(Saved entries)
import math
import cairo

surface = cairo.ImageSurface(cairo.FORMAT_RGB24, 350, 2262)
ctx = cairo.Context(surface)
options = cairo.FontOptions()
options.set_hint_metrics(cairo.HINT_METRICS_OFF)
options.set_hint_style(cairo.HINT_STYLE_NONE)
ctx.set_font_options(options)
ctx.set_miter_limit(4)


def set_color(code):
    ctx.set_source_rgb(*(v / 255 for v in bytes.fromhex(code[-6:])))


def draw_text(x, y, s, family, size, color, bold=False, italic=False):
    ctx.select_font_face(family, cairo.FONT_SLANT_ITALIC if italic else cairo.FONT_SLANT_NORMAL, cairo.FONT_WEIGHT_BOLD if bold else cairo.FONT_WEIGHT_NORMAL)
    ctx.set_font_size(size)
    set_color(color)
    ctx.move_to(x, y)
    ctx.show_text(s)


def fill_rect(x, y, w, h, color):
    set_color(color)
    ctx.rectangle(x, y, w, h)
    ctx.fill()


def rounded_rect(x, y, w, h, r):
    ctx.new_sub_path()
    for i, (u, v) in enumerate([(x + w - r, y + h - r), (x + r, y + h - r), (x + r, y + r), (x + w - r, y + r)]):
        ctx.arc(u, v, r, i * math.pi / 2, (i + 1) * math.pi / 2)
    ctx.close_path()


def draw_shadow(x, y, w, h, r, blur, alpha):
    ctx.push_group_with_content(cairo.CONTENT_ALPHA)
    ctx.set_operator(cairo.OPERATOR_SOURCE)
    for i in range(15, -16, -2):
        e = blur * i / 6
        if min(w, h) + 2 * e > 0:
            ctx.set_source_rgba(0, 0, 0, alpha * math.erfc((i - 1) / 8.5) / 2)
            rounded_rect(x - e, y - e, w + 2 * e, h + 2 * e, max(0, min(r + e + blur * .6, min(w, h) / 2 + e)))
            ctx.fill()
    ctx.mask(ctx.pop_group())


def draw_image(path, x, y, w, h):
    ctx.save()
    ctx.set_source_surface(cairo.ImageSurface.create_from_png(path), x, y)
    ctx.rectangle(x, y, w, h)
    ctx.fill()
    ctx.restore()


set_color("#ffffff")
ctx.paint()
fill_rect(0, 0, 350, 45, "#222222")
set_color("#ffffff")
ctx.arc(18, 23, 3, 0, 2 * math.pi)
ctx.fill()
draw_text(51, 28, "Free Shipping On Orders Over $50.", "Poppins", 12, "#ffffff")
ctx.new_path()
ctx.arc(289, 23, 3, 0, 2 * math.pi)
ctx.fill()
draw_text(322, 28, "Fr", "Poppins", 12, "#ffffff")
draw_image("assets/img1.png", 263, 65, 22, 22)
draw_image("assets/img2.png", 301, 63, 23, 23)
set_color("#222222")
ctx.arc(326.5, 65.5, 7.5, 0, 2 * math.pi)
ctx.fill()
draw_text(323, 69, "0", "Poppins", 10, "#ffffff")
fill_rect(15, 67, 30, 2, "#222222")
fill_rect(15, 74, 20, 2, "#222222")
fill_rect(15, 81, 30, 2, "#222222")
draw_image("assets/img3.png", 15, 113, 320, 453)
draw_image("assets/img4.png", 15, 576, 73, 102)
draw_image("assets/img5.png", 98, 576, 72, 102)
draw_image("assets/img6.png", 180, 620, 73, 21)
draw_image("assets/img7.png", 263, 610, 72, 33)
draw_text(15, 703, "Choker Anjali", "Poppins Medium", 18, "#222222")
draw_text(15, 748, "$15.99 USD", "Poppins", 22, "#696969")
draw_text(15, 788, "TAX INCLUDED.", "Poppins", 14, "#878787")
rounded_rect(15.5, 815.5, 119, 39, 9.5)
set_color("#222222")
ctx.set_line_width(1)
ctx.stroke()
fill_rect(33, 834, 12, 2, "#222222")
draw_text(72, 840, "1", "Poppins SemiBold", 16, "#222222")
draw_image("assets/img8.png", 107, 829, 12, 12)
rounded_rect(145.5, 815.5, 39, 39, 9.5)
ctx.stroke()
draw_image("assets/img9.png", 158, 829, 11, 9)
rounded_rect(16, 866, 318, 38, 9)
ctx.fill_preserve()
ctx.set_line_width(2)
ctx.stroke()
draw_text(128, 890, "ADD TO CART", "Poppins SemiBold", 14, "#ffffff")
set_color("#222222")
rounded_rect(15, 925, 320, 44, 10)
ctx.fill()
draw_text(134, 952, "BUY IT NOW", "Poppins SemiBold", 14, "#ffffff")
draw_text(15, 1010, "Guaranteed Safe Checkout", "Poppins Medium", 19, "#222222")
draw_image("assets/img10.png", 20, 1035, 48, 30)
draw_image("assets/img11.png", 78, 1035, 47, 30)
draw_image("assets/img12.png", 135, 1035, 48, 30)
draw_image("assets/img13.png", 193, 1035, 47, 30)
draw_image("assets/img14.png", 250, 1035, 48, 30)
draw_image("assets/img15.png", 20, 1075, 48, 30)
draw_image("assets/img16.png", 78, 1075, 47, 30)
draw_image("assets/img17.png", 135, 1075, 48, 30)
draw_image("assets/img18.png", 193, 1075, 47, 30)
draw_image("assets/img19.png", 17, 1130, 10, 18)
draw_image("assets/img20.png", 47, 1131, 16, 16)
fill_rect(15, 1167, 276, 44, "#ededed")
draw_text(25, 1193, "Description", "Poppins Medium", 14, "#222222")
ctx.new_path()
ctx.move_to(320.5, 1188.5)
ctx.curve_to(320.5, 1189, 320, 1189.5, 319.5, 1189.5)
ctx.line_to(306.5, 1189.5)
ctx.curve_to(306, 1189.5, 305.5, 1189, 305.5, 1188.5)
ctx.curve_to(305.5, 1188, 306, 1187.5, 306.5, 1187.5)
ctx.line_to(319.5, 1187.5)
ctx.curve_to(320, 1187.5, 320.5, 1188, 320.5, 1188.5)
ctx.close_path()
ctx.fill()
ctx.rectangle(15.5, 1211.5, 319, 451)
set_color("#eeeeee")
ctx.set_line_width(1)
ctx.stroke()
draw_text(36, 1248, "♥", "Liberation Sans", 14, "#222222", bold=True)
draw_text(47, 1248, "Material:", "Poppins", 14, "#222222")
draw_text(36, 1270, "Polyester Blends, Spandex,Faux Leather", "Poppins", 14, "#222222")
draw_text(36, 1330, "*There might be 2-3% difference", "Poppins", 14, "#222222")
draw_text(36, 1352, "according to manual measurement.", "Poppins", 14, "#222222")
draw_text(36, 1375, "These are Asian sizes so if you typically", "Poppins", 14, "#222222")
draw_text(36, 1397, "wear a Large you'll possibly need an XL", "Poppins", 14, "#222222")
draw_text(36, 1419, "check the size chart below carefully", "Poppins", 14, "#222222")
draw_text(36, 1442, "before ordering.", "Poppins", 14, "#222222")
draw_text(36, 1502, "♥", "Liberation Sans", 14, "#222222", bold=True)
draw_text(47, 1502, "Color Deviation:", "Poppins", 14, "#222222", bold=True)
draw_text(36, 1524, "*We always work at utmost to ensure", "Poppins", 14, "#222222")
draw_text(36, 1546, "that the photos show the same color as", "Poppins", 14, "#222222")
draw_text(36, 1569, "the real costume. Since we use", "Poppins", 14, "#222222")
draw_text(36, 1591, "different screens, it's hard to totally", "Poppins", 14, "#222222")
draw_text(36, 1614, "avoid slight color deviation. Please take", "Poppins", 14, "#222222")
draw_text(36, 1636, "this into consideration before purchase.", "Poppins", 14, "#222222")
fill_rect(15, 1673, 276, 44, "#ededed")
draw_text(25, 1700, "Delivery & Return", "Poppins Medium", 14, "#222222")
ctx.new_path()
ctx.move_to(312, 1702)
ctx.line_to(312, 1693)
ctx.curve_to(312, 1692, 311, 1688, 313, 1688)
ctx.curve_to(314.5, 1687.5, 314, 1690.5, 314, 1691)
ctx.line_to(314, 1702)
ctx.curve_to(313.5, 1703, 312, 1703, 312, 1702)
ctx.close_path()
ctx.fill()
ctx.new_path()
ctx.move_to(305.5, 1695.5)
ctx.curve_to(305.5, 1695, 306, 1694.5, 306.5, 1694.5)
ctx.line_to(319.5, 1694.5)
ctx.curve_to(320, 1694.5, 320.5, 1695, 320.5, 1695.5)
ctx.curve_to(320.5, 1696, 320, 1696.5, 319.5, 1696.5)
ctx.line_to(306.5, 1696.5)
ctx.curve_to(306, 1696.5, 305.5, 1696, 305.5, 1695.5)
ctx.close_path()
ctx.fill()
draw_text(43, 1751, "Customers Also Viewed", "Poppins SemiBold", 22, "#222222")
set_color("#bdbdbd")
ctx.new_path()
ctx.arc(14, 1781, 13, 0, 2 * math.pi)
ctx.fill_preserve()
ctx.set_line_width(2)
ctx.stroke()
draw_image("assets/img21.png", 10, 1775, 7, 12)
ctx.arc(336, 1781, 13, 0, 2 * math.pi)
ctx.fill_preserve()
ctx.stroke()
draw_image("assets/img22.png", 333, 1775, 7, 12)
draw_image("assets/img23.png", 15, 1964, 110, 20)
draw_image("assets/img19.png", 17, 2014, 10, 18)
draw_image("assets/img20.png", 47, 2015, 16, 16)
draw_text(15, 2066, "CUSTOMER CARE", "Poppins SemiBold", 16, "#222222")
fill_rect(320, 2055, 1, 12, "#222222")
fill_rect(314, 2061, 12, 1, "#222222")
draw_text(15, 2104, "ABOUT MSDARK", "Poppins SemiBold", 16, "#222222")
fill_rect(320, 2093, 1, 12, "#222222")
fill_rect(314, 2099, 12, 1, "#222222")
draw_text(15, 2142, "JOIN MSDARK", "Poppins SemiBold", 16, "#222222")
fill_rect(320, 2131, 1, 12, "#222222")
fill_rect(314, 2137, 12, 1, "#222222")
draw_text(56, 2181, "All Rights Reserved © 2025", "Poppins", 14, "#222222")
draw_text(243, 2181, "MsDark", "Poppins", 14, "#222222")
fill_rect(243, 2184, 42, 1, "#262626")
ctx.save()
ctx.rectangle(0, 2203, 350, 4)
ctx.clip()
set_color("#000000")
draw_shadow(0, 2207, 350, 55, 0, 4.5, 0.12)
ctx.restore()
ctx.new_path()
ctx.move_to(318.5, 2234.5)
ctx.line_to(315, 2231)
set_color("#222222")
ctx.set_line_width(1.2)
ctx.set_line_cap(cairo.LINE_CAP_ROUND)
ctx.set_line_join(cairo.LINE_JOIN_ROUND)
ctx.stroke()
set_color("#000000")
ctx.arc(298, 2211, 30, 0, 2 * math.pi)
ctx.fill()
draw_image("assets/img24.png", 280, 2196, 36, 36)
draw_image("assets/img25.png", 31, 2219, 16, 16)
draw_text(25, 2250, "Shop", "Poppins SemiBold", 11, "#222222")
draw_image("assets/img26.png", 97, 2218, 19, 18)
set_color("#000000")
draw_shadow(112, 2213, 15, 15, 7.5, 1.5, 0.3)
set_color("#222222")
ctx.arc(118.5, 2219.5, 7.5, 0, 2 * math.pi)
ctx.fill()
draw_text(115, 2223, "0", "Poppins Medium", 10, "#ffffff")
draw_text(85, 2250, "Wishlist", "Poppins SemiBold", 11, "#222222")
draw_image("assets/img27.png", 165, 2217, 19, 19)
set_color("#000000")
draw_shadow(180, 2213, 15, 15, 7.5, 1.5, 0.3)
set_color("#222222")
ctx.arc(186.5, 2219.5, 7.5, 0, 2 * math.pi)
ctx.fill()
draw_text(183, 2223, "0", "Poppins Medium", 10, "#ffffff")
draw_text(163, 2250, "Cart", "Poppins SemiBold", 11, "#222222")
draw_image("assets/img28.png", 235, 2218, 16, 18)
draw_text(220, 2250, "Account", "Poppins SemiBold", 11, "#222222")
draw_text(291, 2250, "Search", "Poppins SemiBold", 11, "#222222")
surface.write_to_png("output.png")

=== Task brief ===
For the string "family", give the number of lines in the records that contain it and nothing besides.

=== Answer box ===
2